San Francisco Plantation, Garyville Louisiana 1_wm


San Francisco Plantation is so distinctive and beautiful, it was the inspiration behind author, Frances Parkinson Keyes novel, Steamboat Gothic. We toured her home tour while on this trip, too–the home where she wrote so many of her novels. Looking forward to sharing that with you in a future post!

Steamboat Gothic by Frances Parkinson Keyes


When you visit San Francisco Plantation, you’ll notice from some angles it really does resemble the old ornate Mississippi riverboats from that time period. Today the home sits right alongside a main road, you can see the fence there on the left running along the road out front.

Side View of San Francisco Plantation, Louisiana_wm


As shown in these old photos from their website, San Francisco once had magnificent gardens going out toward the Mississippi River, Unfortunately, after the Great Flood of 1927, the Army Corps of Engineers built a big levee and it took the whole front yard and gardens. It almost got the home, too but the Louisiana legislature passed a measure that saved many of the plantation homes along the River Road, including San Francisco.

San Francisco Plantation, Garyville Louisiana 25


Can you imagine how beautiful this must have been in person!

San Francisco Plantation Dining Room, Garyville Louisiana 26


Back around 1974, the home saw a massive restoration. (Photo below is from the San Francisco webite.)

Restoration of San Francisco Plantation

When we toured the home, the dining room table was beautifully set for dinner.

San Francisco Plantation Dining Room, Louisiana_wm


Dining Room Table Set in San Francisco Plantation_wm


The chandelier in the dining room of San Francisco Plantation…picture taking was a bit of a challenge since the home was so dimly lit in many rooms. I’ll be sharing more of this beautiful home with you in future posts.

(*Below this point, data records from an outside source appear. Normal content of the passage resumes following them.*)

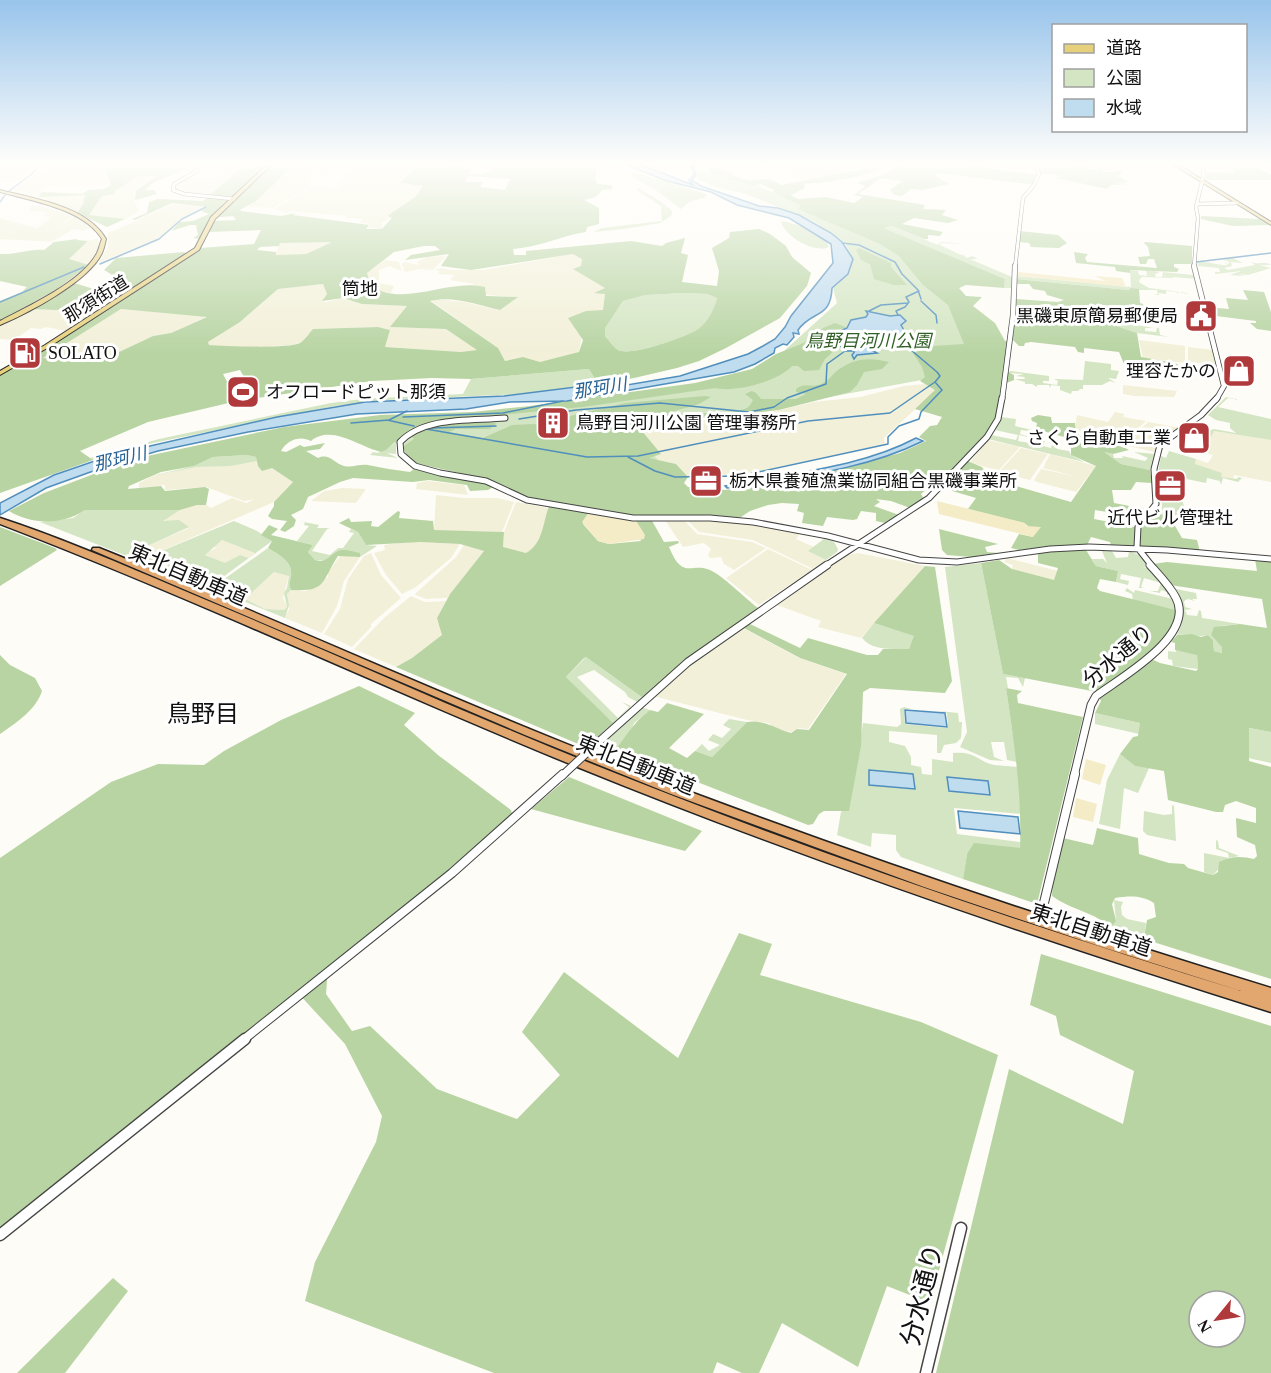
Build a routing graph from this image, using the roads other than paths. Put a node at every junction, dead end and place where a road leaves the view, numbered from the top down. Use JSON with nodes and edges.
{"nodes":[{"id":1,"x":95,"y":226,"type":"edge"},
{"id":2,"x":209,"y":226,"type":"edge"},
{"id":3,"x":1019,"y":226,"type":"edge"},
{"id":4,"x":1196,"y":226,"type":"edge"},
{"id":5,"x":0,"y":323,"type":"edge"},
{"id":6,"x":0,"y":373,"type":"edge"},
{"id":7,"x":505,"y":418,"type":"dead end"},
{"id":8,"x":0,"y":514,"type":"edge"},
{"id":9,"x":0,"y":521,"type":"edge"},
{"id":10,"x":26,"y":527,"type":"junction"},
{"id":11,"x":855,"y":544,"type":"junction"},
{"id":12,"x":1139,"y":550,"type":"junction"},
{"id":13,"x":1271,"y":559,"type":"edge"},
{"id":14,"x":1043,"y":907,"type":"dead end"},
{"id":15,"x":1271,"y":994,"type":"edge"},
{"id":16,"x":1271,"y":1006,"type":"edge"},
{"id":17,"x":961,"y":1228,"type":"dead end"},
{"id":18,"x":0,"y":1235,"type":"edge"},
{"id":19,"x":926,"y":1373,"type":"edge"}],
"edges":[{"from":1,"to":5,"type":"main road"},
{"from":2,"to":6,"type":"main road","name":"那須街道"},
{"from":3,"to":11,"type":"street"},
{"from":4,"to":12,"type":"street"},
{"from":7,"to":11,"type":"street"},
{"from":8,"to":10,"type":"highway","name":"東北自動車道"},
{"from":9,"to":10,"type":"highway","name":"東北自動車道"},
{"from":10,"to":15,"type":"highway","name":"東北自動車道"},
{"from":10,"to":16,"type":"highway","name":"東北自動車道"},
{"from":11,"to":12,"type":"street"},
{"from":11,"to":18,"type":"street","bridge":true},
{"from":12,"to":13,"type":"street"},
{"from":12,"to":14,"type":"street","name":"分水通り"},
{"from":17,"to":19,"type":"street","name":"分水通り"}]}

Antique Lighting in San Francisco Plantation, Garyville Louisiana_wm


The hand-painted ceilings were truly gorgeous!

Beautiful Dining Room Ceiling in San Francisco Plantation, Garyville Louisiana_wm


Several of the plantation homes we toured on our trip had butler’s pantries. I loved seeing them so much. The cabinetry was always so beautifully done. Just look at the cathedral arch design in the doors. Beautiful flow blue displayed below.

San Francisco Plantation, Butler's Pantry_wm


Let’s take a peek inside.

Butlers Pantry, San Francisco Plantation


A bit closer view…

Dishes in Butlers Pantry in San Francisco Plantation


There was a storage room nearby and the guide explained that they used urns buried into the floor/ground to store food like meats, cheese, milk etc… since the earth surrounding the urns would have stayed around 45 degrees in temperature.

Floor Storage in San Francisco Plantation, Garyville Louisiana


Interesting way to store food, huh? I’d be afraid a child would fall in. They probably had lids on them back then. Update: Duh, I totally missed that big piece of wood behind it leaning against the wall. I’m sure that must be the lid. Thanks Mary for noticing that!

Storage San Francisco Plantation, Garyville Louisiana


Hope you enjoyed this brief tour of San Francisco Plantation…can’t wait to share the rest of this historic home with you!

Looking forward to the beautiful tablescapes linked for this week’s Tablescape Thursday!

Tablescape Thursday


If you are participating in Tablescape Thursday, please be sure to add your permalink below, and not your general blog address. To get your permalink, click on your post name, then copy and paste the address showing in the address bar, into the “url” box when you link up.

You’ll need to include a link in your post back to the party in order to link up and participate. That’s so visitors to your blog will be able to find the party and the other Tablescape Thursday participants. Requiring a link back also prevents businesses from linking up to sell their products. (Yep, that really happens, unfortunately.)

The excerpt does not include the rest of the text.